• What to produce:
Repeat the material below exactly, line for line.

• Data provided:
=== Begin Enclosure ===

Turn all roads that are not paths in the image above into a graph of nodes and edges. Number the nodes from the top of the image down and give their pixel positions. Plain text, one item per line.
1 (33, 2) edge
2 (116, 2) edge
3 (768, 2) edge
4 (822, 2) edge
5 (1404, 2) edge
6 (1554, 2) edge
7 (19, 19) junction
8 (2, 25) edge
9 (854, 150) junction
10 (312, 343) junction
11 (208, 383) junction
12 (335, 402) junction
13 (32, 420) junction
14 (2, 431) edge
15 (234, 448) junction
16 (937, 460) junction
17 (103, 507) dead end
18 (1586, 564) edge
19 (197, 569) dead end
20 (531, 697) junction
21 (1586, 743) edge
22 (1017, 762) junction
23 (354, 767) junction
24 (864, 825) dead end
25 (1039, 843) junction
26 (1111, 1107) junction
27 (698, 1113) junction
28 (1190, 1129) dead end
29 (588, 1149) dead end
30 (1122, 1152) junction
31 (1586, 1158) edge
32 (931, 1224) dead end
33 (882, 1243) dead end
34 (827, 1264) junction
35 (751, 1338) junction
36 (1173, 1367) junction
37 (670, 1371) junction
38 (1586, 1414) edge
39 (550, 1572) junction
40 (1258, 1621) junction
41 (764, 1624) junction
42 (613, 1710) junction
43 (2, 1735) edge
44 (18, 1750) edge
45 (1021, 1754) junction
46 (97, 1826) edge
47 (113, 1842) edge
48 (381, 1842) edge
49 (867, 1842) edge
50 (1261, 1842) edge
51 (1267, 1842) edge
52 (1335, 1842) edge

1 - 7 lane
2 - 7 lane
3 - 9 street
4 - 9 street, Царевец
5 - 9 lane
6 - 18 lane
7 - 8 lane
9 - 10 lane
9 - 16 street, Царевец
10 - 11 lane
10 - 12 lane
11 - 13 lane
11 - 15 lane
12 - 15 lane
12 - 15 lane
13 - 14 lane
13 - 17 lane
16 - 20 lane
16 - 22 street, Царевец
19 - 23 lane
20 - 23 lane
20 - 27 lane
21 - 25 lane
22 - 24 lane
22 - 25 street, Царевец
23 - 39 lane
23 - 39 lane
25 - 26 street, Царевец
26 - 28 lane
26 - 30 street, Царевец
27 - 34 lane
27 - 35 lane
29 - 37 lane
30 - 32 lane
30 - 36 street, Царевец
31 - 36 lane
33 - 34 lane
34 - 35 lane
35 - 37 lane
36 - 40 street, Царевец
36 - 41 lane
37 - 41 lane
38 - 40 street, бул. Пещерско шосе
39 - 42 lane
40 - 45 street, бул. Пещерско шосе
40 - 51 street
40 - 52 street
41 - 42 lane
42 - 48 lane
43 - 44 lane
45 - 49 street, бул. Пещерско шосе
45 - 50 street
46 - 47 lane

=== End Enclosure ===

• Expected output:
Turn all roads that are not paths in the image above into a graph of nodes and edges. Number the nodes from the top of the image down and give their pixel positions. Plain text, one item per line.
1 (33, 2) edge
2 (116, 2) edge
3 (768, 2) edge
4 (822, 2) edge
5 (1404, 2) edge
6 (1554, 2) edge
7 (19, 19) junction
8 (2, 25) edge
9 (854, 150) junction
10 (312, 343) junction
11 (208, 383) junction
12 (335, 402) junction
13 (32, 420) junction
14 (2, 431) edge
15 (234, 448) junction
16 (937, 460) junction
17 (103, 507) dead end
18 (1586, 564) edge
19 (197, 569) dead end
20 (531, 697) junction
21 (1586, 743) edge
22 (1017, 762) junction
23 (354, 767) junction
24 (864, 825) dead end
25 (1039, 843) junction
26 (1111, 1107) junction
27 (698, 1113) junction
28 (1190, 1129) dead end
29 (588, 1149) dead end
30 (1122, 1152) junction
31 (1586, 1158) edge
32 (931, 1224) dead end
33 (882, 1243) dead end
34 (827, 1264) junction
35 (751, 1338) junction
36 (1173, 1367) junction
37 (670, 1371) junction
38 (1586, 1414) edge
39 (550, 1572) junction
40 (1258, 1621) junction
41 (764, 1624) junction
42 (613, 1710) junction
43 (2, 1735) edge
44 (18, 1750) edge
45 (1021, 1754) junction
46 (97, 1826) edge
47 (113, 1842) edge
48 (381, 1842) edge
49 (867, 1842) edge
50 (1261, 1842) edge
51 (1267, 1842) edge
52 (1335, 1842) edge

1 - 7 lane
2 - 7 lane
3 - 9 street
4 - 9 street, Царевец
5 - 9 lane
6 - 18 lane
7 - 8 lane
9 - 10 lane
9 - 16 street, Царевец
10 - 11 lane
10 - 12 lane
11 - 13 lane
11 - 15 lane
12 - 15 lane
12 - 15 lane
13 - 14 lane
13 - 17 lane
16 - 20 lane
16 - 22 street, Царевец
19 - 23 lane
20 - 23 lane
20 - 27 lane
21 - 25 lane
22 - 24 lane
22 - 25 street, Царевец
23 - 39 lane
23 - 39 lane
25 - 26 street, Царевец
26 - 28 lane
26 - 30 street, Царевец
27 - 34 lane
27 - 35 lane
29 - 37 lane
30 - 32 lane
30 - 36 street, Царевец
31 - 36 lane
33 - 34 lane
34 - 35 lane
35 - 37 lane
36 - 40 street, Царевец
36 - 41 lane
37 - 41 lane
38 - 40 street, бул. Пещерско шосе
39 - 42 lane
40 - 45 street, бул. Пещерско шосе
40 - 51 street
40 - 52 street
41 - 42 lane
42 - 48 lane
43 - 44 lane
45 - 49 street, бул. Пещерско шосе
45 - 50 street
46 - 47 lane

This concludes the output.